● Assignment
Copy without pictures. Please restate each line of the listing exactly.
──────── Dataset records ────────
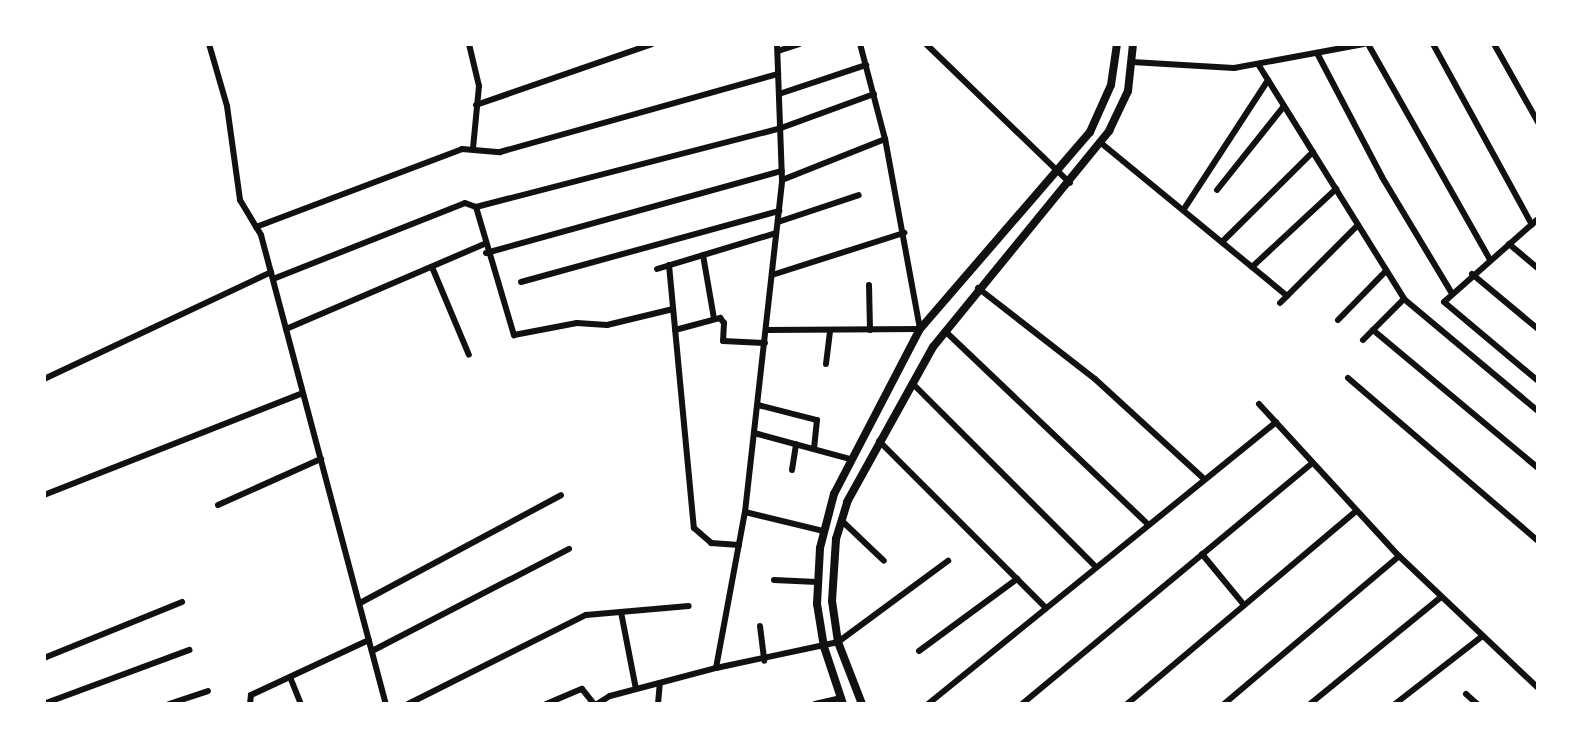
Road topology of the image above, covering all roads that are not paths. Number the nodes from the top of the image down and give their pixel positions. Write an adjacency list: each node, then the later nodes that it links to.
1 (209, 44): 43 (street)
2 (469, 44): 22 (street)
3 (652, 44): 22 (street)
4 (799, 44): 13 (street)
5 (860, 44): 17 (street)
6 (926, 44): 31 (street)
7 (1117, 44): 31 (street)
8 (1133, 44): 15 (street)
9 (1366, 44): 12 (street); 51 (street)
10 (1433, 44): 41 (street)
11 (1494, 44): 24 (street)
12 (1339, 46): 14 (street)
13 (777, 47): 18 (street)
14 (1317, 53): 16 (street); 64 (street)
15 (1132, 62): 16 (street); 27 (street)
16 (1258, 64): 19 (street)
17 (866, 65): 20 (street); 21 (street)
18 (778, 74): 20 (street); 28 (street)
19 (1268, 80): 23 (street); 38 (street)
20 (779, 94): 25 (street)
21 (874, 94): 25 (street); 26 (street)
22 (476, 105): 28 (street)
23 (1284, 106): 29 (street); 35 (street)
24 (1538, 122)
25 (781, 128): 30 (street); 37 (street)
26 (885, 139): 32 (street); 45 (street)
27 (1101, 143): 33 (street); 38 (street)
28 (473, 148): 43 (street)
29 (1313, 152): 34 (street); 46 (street)
30 (782, 171): 32 (street); 49 (street)
31 (1057, 171): 33 (street); 71 (street)
32 (782, 180): 39 (street)
33 (1070, 183): 63 (street)
34 (1336, 189): 42 (street); 54 (street)
35 (1217, 190)
36 (859, 195): 40 (street)
37 (476, 207): 47 (street); 59 (street)
38 (1184, 209): 46 (street)
39 (779, 211): 40 (street); 61 (street)
40 (778, 222): 44 (street)
41 (1535, 222): 48 (street)
42 (1359, 225): 57 (street); 65 (street)
43 (256, 227): 59 (street)
44 (776, 233): 50 (street); 60 (street)
45 (904, 233): 60 (street); 71 (street)
46 (1222, 242): 54 (street)
47 (484, 244): 49 (street); 53 (street)
48 (1509, 244): 51 (street); 55 (street)
49 (486, 253): 68 (street)
50 (703, 255): 52 (street); 69 (street)
51 (1490, 260): 58 (street)
52 (669, 265): 56 (street); 68 (street)
53 (432, 267): 72 (street); 82 (street)
54 (1251, 267): 65 (street)
55 (1538, 268)
56 (657, 269)
57 (1386, 271): 66 (street); 70 (street)
58 (1472, 274): 64 (street); 73 (street)
59 (272, 275): 72 (street); 85 (street)
60 (772, 275): 75 (street)
61 (521, 282)
62 (869, 285): 77 (street)
63 (978, 288): 79 (street); 102 (street)
64 (1451, 292): 87 (street)
65 (1287, 296): 67 (street)
66 (1404, 299): 78 (street); 91 (street)
67 (1280, 303)
68 (673, 309): 74 (street)
69 (714, 319): 74 (street); 81 (street)
70 (1338, 320)
71 (920, 328): 77 (street); 98 (street)
72 (286, 329): 88 (street)
73 (1538, 329)
74 (675, 330): 112 (street)
75 (766, 330): 76 (street); 81 (street)
76 (830, 330): 77 (street); 83 (street)
77 (870, 330)
78 (1373, 330): 80 (street); 100 (street)
79 (945, 331): 86 (street); 109 (street)
80 (1363, 340)
81 (765, 343): 90 (street)
82 (469, 355)
83 (826, 364)
84 (1348, 378): 111 (street)
85 (44, 379)
86 (910, 382): 94 (street); 118 (street)
87 (1538, 382)
88 (303, 393): 97 (street); 103 (street)
89 (1259, 404): 92 (street)
90 (758, 405): 93 (street); 96 (street)
91 (1538, 411)
92 (1276, 422): 99 (street); 102 (street)
93 (754, 433): 95 (street); 107 (street)
94 (878, 440): 108 (street); 119 (street)
95 (796, 444): 96 (street); 101 (street)
96 (814, 448): 98 (street)
97 (321, 459): 105 (street); 124 (street)
98 (850, 459): 110 (street)
99 (1312, 463): 106 (street); 114 (street)
100 (1538, 468)
101 (792, 470)
102 (1203, 478): 109 (street)
103 (44, 495)
104 (561, 495): 124 (street)
105 (218, 505)
106 (1356, 511): 115 (street); 125 (street)
107 (745, 512): 110 (street); 112 (street)
108 (841, 520): 116 (street); 132 (street)
109 (1148, 524): 118 (street)
110 (823, 531): 121 (street)
111 (1538, 541)
112 (739, 545): 139 (street)
113 (569, 549): 136 (street)
114 (1202, 554): 125 (street); 160 (street)
115 (1399, 556): 122 (street); 162 (street)
116 (884, 561)
117 (948, 561): 132 (street)
118 (1096, 566): 127 (street)
119 (1017, 579): 127 (street); 135 (street)
120 (774, 580): 121 (street)
121 (817, 582): 133 (street)
122 (1441, 597): 130 (street); 163 (street)
123 (182, 602): 137 (street)
124 (360, 604): 131 (street)
125 (1244, 605): 161 (street)
126 (689, 606): 128 (street)
127 (1046, 608): 159 (street)
128 (621, 612): 143 (street); 153 (street)
129 (760, 626): 138 (street)
130 (1481, 637): 142 (street); 164 (street)
131 (369, 640): 136 (street); 140 (street)
132 (838, 642): 133 (street); 158 (street)
133 (824, 647): 138 (street); 147 (street)
134 (189, 650): 148 (street)
135 (919, 651)
136 (372, 652): 152 (street)
137 (44, 658)
138 (764, 660): 139 (street)
139 (716, 668): 141 (street)
140 (290, 677): 150 (street); 151 (street)
141 (660, 682): 143 (street); 156 (street)
142 (1538, 688)
143 (636, 689): 155 (street)
144 (208, 691): 149 (street)
145 (44, 694): 148 (street)
146 (1466, 694): 165 (street)
147 (842, 701): 157 (street)
148 (46, 703)
149 (169, 704)
150 (250, 704)
151 (301, 704)
152 (384, 704)
153 (408, 704)
154 (546, 704): 155 (street)
155 (595, 704)
156 (658, 704)
157 (815, 704)
158 (862, 704)
159 (928, 704)
160 (1022, 704)
161 (1127, 704)
162 (1224, 704)
163 (1310, 704)
164 (1395, 704)
165 (1478, 704)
────────
● Solution to the exercise
Road topology of the image above, covering all roads that are not paths. Number the nodes from the top of the image down and give their pixel positions. Write an adjacency list: each node, then the later nodes that it links to.
1 (209, 44): 43 (street)
2 (469, 44): 22 (street)
3 (652, 44): 22 (street)
4 (799, 44): 13 (street)
5 (860, 44): 17 (street)
6 (926, 44): 31 (street)
7 (1117, 44): 31 (street)
8 (1133, 44): 15 (street)
9 (1366, 44): 12 (street); 51 (street)
10 (1433, 44): 41 (street)
11 (1494, 44): 24 (street)
12 (1339, 46): 14 (street)
13 (777, 47): 18 (street)
14 (1317, 53): 16 (street); 64 (street)
15 (1132, 62): 16 (street); 27 (street)
16 (1258, 64): 19 (street)
17 (866, 65): 20 (street); 21 (street)
18 (778, 74): 20 (street); 28 (street)
19 (1268, 80): 23 (street); 38 (street)
20 (779, 94): 25 (street)
21 (874, 94): 25 (street); 26 (street)
22 (476, 105): 28 (street)
23 (1284, 106): 29 (street); 35 (street)
24 (1538, 122)
25 (781, 128): 30 (street); 37 (street)
26 (885, 139): 32 (street); 45 (street)
27 (1101, 143): 33 (street); 38 (street)
28 (473, 148): 43 (street)
29 (1313, 152): 34 (street); 46 (street)
30 (782, 171): 32 (street); 49 (street)
31 (1057, 171): 33 (street); 71 (street)
32 (782, 180): 39 (street)
33 (1070, 183): 63 (street)
34 (1336, 189): 42 (street); 54 (street)
35 (1217, 190)
36 (859, 195): 40 (street)
37 (476, 207): 47 (street); 59 (street)
38 (1184, 209): 46 (street)
39 (779, 211): 40 (street); 61 (street)
40 (778, 222): 44 (street)
41 (1535, 222): 48 (street)
42 (1359, 225): 57 (street); 65 (street)
43 (256, 227): 59 (street)
44 (776, 233): 50 (street); 60 (street)
45 (904, 233): 60 (street); 71 (street)
46 (1222, 242): 54 (street)
47 (484, 244): 49 (street); 53 (street)
48 (1509, 244): 51 (street); 55 (street)
49 (486, 253): 68 (street)
50 (703, 255): 52 (street); 69 (street)
51 (1490, 260): 58 (street)
52 (669, 265): 56 (street); 68 (street)
53 (432, 267): 72 (street); 82 (street)
54 (1251, 267): 65 (street)
55 (1538, 268)
56 (657, 269)
57 (1386, 271): 66 (street); 70 (street)
58 (1472, 274): 64 (street); 73 (street)
59 (272, 275): 72 (street); 85 (street)
60 (772, 275): 75 (street)
61 (521, 282)
62 (869, 285): 77 (street)
63 (978, 288): 79 (street); 102 (street)
64 (1451, 292): 87 (street)
65 (1287, 296): 67 (street)
66 (1404, 299): 78 (street); 91 (street)
67 (1280, 303)
68 (673, 309): 74 (street)
69 (714, 319): 74 (street); 81 (street)
70 (1338, 320)
71 (920, 328): 77 (street); 98 (street)
72 (286, 329): 88 (street)
73 (1538, 329)
74 (675, 330): 112 (street)
75 (766, 330): 76 (street); 81 (street)
76 (830, 330): 77 (street); 83 (street)
77 (870, 330)
78 (1373, 330): 80 (street); 100 (street)
79 (945, 331): 86 (street); 109 (street)
80 (1363, 340)
81 (765, 343): 90 (street)
82 (469, 355)
83 (826, 364)
84 (1348, 378): 111 (street)
85 (44, 379)
86 (910, 382): 94 (street); 118 (street)
87 (1538, 382)
88 (303, 393): 97 (street); 103 (street)
89 (1259, 404): 92 (street)
90 (758, 405): 93 (street); 96 (street)
91 (1538, 411)
92 (1276, 422): 99 (street); 102 (street)
93 (754, 433): 95 (street); 107 (street)
94 (878, 440): 108 (street); 119 (street)
95 (796, 444): 96 (street); 101 (street)
96 (814, 448): 98 (street)
97 (321, 459): 105 (street); 124 (street)
98 (850, 459): 110 (street)
99 (1312, 463): 106 (street); 114 (street)
100 (1538, 468)
101 (792, 470)
102 (1203, 478): 109 (street)
103 (44, 495)
104 (561, 495): 124 (street)
105 (218, 505)
106 (1356, 511): 115 (street); 125 (street)
107 (745, 512): 110 (street); 112 (street)
108 (841, 520): 116 (street); 132 (street)
109 (1148, 524): 118 (street)
110 (823, 531): 121 (street)
111 (1538, 541)
112 (739, 545): 139 (street)
113 (569, 549): 136 (street)
114 (1202, 554): 125 (street); 160 (street)
115 (1399, 556): 122 (street); 162 (street)
116 (884, 561)
117 (948, 561): 132 (street)
118 (1096, 566): 127 (street)
119 (1017, 579): 127 (street); 135 (street)
120 (774, 580): 121 (street)
121 (817, 582): 133 (street)
122 (1441, 597): 130 (street); 163 (street)
123 (182, 602): 137 (street)
124 (360, 604): 131 (street)
125 (1244, 605): 161 (street)
126 (689, 606): 128 (street)
127 (1046, 608): 159 (street)
128 (621, 612): 143 (street); 153 (street)
129 (760, 626): 138 (street)
130 (1481, 637): 142 (street); 164 (street)
131 (369, 640): 136 (street); 140 (street)
132 (838, 642): 133 (street); 158 (street)
133 (824, 647): 138 (street); 147 (street)
134 (189, 650): 148 (street)
135 (919, 651)
136 (372, 652): 152 (street)
137 (44, 658)
138 (764, 660): 139 (street)
139 (716, 668): 141 (street)
140 (290, 677): 150 (street); 151 (street)
141 (660, 682): 143 (street); 156 (street)
142 (1538, 688)
143 (636, 689): 155 (street)
144 (208, 691): 149 (street)
145 (44, 694): 148 (street)
146 (1466, 694): 165 (street)
147 (842, 701): 157 (street)
148 (46, 703)
149 (169, 704)
150 (250, 704)
151 (301, 704)
152 (384, 704)
153 (408, 704)
154 (546, 704): 155 (street)
155 (595, 704)
156 (658, 704)
157 (815, 704)
158 (862, 704)
159 (928, 704)
160 (1022, 704)
161 (1127, 704)
162 (1224, 704)
163 (1310, 704)
164 (1395, 704)
165 (1478, 704)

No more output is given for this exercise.